# Analysis of Edge Computing Metrics
Here, we analyze the first two of our four research questions.

In [None]:
import numpy as np
import pandas as pd

# Imports
import utils
import os
import matplotlib as mpl
import matplotlib.pyplot as plt
import matplotlib.ticker as ticker
import seaborn as sns

from pathlib import Path

notebook_path = os.path.dirname(os.path.realpath("00_edge_computing_benchmark_analysis.ipynb"))

In [None]:
# Seaborn configuration
# Alternative font: Linux Libertine
sns.set_theme(context="paper", style="whitegrid", palette="colorblind", font="Times New Roman", font_scale=3)
sns.color_palette(palette="colorblind")
sns.set(rc={"figure.figsize": (14, 3)})
sns.set(font_scale=1)

In [None]:
# Helper function to expand the experiment name
def expand_experiment_name(df: pd.DataFrame):
    # 2023-05-31_17:38_flbench_experiment-plan-baseline_shakespeare_lstm_None_local_1_rounds_1_clients_0_dropout_nodp_0_prec_16_172.24.33.9_client_1
    col_names = ["date", "time", "experiment", "inventory", "dataset", "model", "strategy", "data_dist",
                 "training_rounds", "pl1", "clients", "pl2", "dropout", "pl3", "dp", "noise_multiplier", "pl4",
                 "precision", "ip_addr", "pl5", "client_id"]
    df[col_names] = df["name"].str.split("_", expand=True)
    df.drop(["pl1", "pl2", "pl3", "pl4"], inplace=True, axis=1)
    df["timestamp"] = df[["date", "time"]].apply(" ".join, axis=1)
    df["timestamp"] = pd.to_datetime(df["timestamp"], format="%Y-%m-%d %H:%M")
    return df

In [None]:
# Data download / load from disk
wandb_entity = "..."                                                                                                        # <-- Add you credentials for W&B here.
wandb_project = "..."                                                                                                       # <-- Add you credentials for W&B here.
wandb_run_filter_keywords = ["..."]                                                                                         # <-- Filter for whatever keyword you are looking for.
log_file_name = "wandb_baseline_logs.csv"
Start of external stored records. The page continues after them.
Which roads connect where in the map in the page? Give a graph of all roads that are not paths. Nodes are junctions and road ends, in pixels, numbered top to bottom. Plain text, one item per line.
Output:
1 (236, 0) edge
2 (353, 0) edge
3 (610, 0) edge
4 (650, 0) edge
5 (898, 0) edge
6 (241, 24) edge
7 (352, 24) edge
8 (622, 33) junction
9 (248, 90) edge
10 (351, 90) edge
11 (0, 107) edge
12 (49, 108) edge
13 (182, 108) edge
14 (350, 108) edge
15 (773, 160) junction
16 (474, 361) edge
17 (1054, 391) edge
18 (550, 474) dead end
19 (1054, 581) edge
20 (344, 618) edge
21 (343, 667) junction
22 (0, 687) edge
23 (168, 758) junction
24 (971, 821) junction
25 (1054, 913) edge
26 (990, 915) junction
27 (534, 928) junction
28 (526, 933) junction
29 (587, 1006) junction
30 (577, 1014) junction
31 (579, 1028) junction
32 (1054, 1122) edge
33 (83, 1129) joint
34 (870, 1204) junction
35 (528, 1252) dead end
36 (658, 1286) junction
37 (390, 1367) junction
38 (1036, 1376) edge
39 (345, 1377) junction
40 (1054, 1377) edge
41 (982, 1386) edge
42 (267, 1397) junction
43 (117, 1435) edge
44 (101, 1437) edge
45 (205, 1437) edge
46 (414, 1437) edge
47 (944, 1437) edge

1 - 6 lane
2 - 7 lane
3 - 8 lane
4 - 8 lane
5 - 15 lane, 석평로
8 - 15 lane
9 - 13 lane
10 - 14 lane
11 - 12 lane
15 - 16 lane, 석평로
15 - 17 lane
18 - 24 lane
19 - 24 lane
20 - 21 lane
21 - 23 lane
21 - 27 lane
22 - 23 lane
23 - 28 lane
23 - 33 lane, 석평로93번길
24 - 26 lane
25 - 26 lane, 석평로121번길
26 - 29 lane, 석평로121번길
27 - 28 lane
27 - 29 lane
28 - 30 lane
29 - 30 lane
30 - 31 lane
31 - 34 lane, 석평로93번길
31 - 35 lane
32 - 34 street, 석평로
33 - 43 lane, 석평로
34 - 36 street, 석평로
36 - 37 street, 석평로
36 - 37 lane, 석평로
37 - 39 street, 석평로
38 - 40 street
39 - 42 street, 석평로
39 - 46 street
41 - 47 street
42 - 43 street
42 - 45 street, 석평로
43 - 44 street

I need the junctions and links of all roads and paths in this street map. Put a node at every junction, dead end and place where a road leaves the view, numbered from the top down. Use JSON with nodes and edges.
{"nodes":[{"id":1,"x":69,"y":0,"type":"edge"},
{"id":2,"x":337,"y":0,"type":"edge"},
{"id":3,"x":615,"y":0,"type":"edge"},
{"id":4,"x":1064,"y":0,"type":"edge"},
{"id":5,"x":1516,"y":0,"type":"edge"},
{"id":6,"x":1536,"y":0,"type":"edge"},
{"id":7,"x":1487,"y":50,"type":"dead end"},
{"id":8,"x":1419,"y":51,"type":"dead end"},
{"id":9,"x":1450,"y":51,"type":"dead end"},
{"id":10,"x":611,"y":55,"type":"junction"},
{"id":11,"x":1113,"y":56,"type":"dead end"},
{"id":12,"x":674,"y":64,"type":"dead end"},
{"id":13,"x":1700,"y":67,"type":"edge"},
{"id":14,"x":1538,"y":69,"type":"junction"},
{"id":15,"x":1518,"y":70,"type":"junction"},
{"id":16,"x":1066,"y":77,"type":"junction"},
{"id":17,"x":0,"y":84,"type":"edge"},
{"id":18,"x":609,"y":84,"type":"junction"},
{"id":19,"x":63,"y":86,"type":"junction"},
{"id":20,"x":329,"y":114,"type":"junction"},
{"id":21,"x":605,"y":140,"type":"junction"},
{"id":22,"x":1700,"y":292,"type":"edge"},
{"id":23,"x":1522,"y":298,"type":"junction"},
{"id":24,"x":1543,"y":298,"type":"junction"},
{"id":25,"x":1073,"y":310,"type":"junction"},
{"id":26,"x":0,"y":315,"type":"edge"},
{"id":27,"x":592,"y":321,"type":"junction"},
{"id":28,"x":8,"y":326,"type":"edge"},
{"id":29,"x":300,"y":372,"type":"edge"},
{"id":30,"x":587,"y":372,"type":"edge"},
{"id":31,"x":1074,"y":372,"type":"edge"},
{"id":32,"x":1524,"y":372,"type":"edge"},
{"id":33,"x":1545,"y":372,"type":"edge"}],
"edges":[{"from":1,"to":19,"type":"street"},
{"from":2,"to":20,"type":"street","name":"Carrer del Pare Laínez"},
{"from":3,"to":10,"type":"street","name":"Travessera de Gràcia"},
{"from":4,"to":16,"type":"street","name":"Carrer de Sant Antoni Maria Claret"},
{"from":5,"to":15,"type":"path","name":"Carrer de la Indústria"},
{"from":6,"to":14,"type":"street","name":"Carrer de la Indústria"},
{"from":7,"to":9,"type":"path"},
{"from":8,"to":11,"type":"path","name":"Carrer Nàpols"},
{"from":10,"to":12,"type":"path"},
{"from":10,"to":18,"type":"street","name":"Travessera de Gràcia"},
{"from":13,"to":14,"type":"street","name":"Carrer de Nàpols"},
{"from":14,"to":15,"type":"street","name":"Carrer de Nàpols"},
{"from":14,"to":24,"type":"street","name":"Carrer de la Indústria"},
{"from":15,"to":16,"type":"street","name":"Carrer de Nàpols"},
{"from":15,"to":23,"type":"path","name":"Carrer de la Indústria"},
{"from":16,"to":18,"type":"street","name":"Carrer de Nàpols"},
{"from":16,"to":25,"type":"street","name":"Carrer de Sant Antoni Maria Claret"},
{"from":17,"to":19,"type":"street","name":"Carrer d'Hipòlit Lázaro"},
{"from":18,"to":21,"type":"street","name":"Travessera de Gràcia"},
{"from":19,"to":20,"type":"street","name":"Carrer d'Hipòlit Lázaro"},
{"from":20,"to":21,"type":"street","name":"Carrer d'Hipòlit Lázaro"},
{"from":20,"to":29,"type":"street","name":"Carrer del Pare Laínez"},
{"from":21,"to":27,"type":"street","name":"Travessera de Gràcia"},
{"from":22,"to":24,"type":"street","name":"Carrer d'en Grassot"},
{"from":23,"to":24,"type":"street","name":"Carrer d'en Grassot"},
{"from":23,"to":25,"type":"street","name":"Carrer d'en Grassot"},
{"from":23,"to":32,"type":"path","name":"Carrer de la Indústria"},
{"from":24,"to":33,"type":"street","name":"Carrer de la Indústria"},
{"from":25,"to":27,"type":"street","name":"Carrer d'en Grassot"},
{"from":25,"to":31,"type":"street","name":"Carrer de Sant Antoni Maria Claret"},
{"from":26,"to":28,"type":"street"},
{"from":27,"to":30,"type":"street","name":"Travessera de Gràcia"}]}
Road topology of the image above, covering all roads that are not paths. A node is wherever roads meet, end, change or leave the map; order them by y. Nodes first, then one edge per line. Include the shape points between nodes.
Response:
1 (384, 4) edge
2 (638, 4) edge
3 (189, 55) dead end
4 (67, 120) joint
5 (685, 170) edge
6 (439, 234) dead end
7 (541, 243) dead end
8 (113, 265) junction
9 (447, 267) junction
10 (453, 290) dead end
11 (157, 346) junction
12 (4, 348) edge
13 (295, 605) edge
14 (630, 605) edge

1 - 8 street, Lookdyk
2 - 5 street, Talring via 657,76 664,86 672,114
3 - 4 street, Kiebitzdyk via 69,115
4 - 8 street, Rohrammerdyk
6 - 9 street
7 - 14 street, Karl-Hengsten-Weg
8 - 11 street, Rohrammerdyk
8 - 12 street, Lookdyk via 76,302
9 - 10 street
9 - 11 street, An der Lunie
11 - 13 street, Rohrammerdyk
if not Path(f"{notebook_path}/data/{log_file_name}").exists():
	# If logs have been downloaded already, they will be fetched from disk.
	df = utils.download_data_from_wandb(entity=wandb_entity, project=wandb_project, keywords=wandb_run_filter_keywords)
	utils.write_df_to_disk(df, filename=log_file_name)
	df = expand_experiment_name(df)
	utils.write_df_to_disk(df, filename=log_file_name)
else:
	df = pd.read_csv(f"{notebook_path}/data/{log_file_name}", index_col=0)
	df = expand_experiment_name(df)

In [None]:
# We replace IP addresses with device type names
df["ip_addr2"] = df["ip_addr"]
print(df["ip_addr"].unique())
df["ip_addr2"].replace(["172.24.32.1", "172.24.32.2", "172.24.32.3", "172.24.32.52", "172.24.32.53", "172.24.32.54", "172.24.33.72", "172.24.33.74", "172.24.33.82", "172.24.33.9"], ["3raspi", "3raspi", "3raspi", "2jnano", "2jnano", "2jnano", "1vm", "1vm", "1vm", "0gpu"], inplace=True)
df.rename({"ip_addr2": "device"}, inplace=True, axis=1)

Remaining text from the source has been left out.